═════ Exercise data

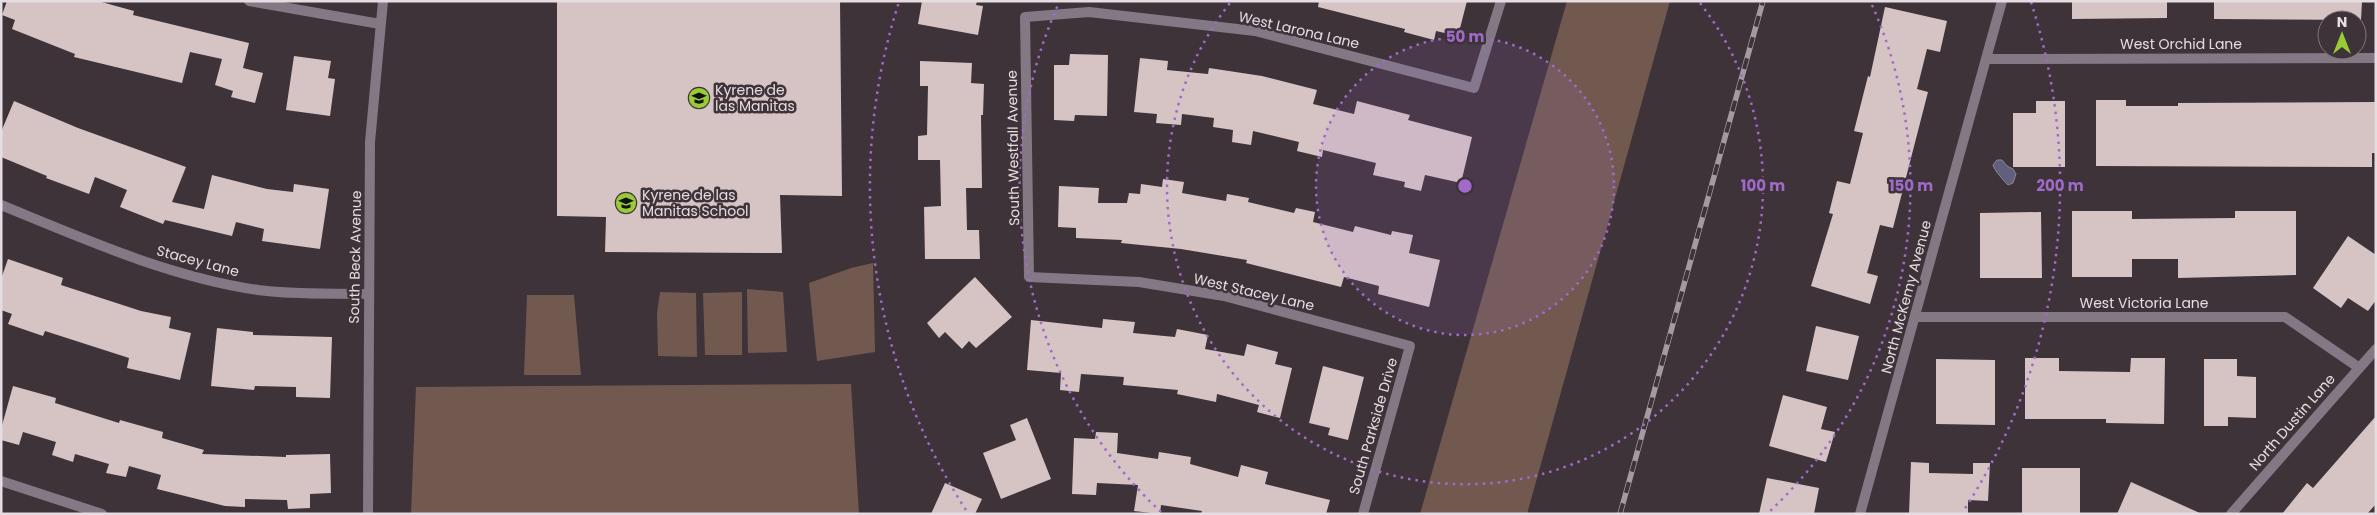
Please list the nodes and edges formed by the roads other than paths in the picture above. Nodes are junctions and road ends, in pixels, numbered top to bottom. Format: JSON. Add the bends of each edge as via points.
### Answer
{"nodes":[{"id":1,"x":249,"y":1,"type":"edge"},
{"id":2,"x":383,"y":1,"type":"edge"},
{"id":3,"x":1501,"y":1,"type":"edge"},
{"id":4,"x":2002,"y":1,"type":"edge"},
{"id":5,"x":1024,"y":17,"type":"joint"},
{"id":6,"x":380,"y":24,"type":"junction"},
{"id":7,"x":2376,"y":58,"type":"edge"},
{"id":8,"x":1986,"y":59,"type":"junction"},
{"id":9,"x":1,"y":205,"type":"edge"},
{"id":10,"x":1029,"y":278,"type":"joint"},
{"id":11,"x":368,"y":294,"type":"junction"},
{"id":12,"x":1915,"y":317,"type":"junction"},
{"id":13,"x":1410,"y":346,"type":"joint"},
{"id":14,"x":2376,"y":349,"type":"edge"},
{"id":15,"x":2358,"y":367,"type":"junction"},
{"id":16,"x":1,"y":481,"type":"edge"},
{"id":17,"x":102,"y":514,"type":"edge"},
{"id":18,"x":368,"y":514,"type":"edge"},
{"id":19,"x":1363,"y":514,"type":"edge"},
{"id":20,"x":1860,"y":514,"type":"edge"},
{"id":21,"x":2231,"y":514,"type":"edge"}],
"edges":[{"from":1,"to":6,"type":"street"},
{"from":2,"to":6,"type":"street","name":"South Beck Avenue"},
{"from":3,"to":5,"type":"street","name":"West Larona Lane","via":[[1474,88],[1255,31],[1089,12]]},
{"from":4,"to":8,"type":"street","name":"North McKemy Avenue"},
{"from":5,"to":10,"type":"street","name":"South Westfall Avenue"},
{"from":6,"to":11,"type":"street","name":"South Beck Avenue","via":[[370,142]]},
{"from":7,"to":8,"type":"street","name":"West Orchid Lane"},
{"from":8,"to":12,"type":"street","name":"North McKemy Avenue"},
{"from":9,"to":11,"type":"street","name":"Stacey Lane","via":[[182,274],[258,290]]},
{"from":10,"to":13,"type":"street","name":"West Stacey Lane","via":[[1139,282],[1224,296]]},
{"from":11,"to":18,"type":"street","name":"South Beck Avenue"},
{"from":12,"to":15,"type":"street","name":"West Victoria Lane","via":[[2285,317]]},
{"from":12,"to":20,"type":"street","name":"North McKemy Avenue"},
{"from":13,"to":19,"type":"street","name":"South Parkside Drive"},
{"from":14,"to":15,"type":"street","name":"North Dustin Lane"},
{"from":15,"to":21,"type":"street","name":"North Dustin Lane"},
{"from":16,"to":17,"type":"street"}]}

══════════

Work instruction | Where the string "Dustin" occurs in the data, return the whole line.

Exercise answer |
{"from":14,"to":15,"type":"street","name":"North Dustin Lane"},
{"from":15,"to":21,"type":"street","name":"North Dustin Lane"},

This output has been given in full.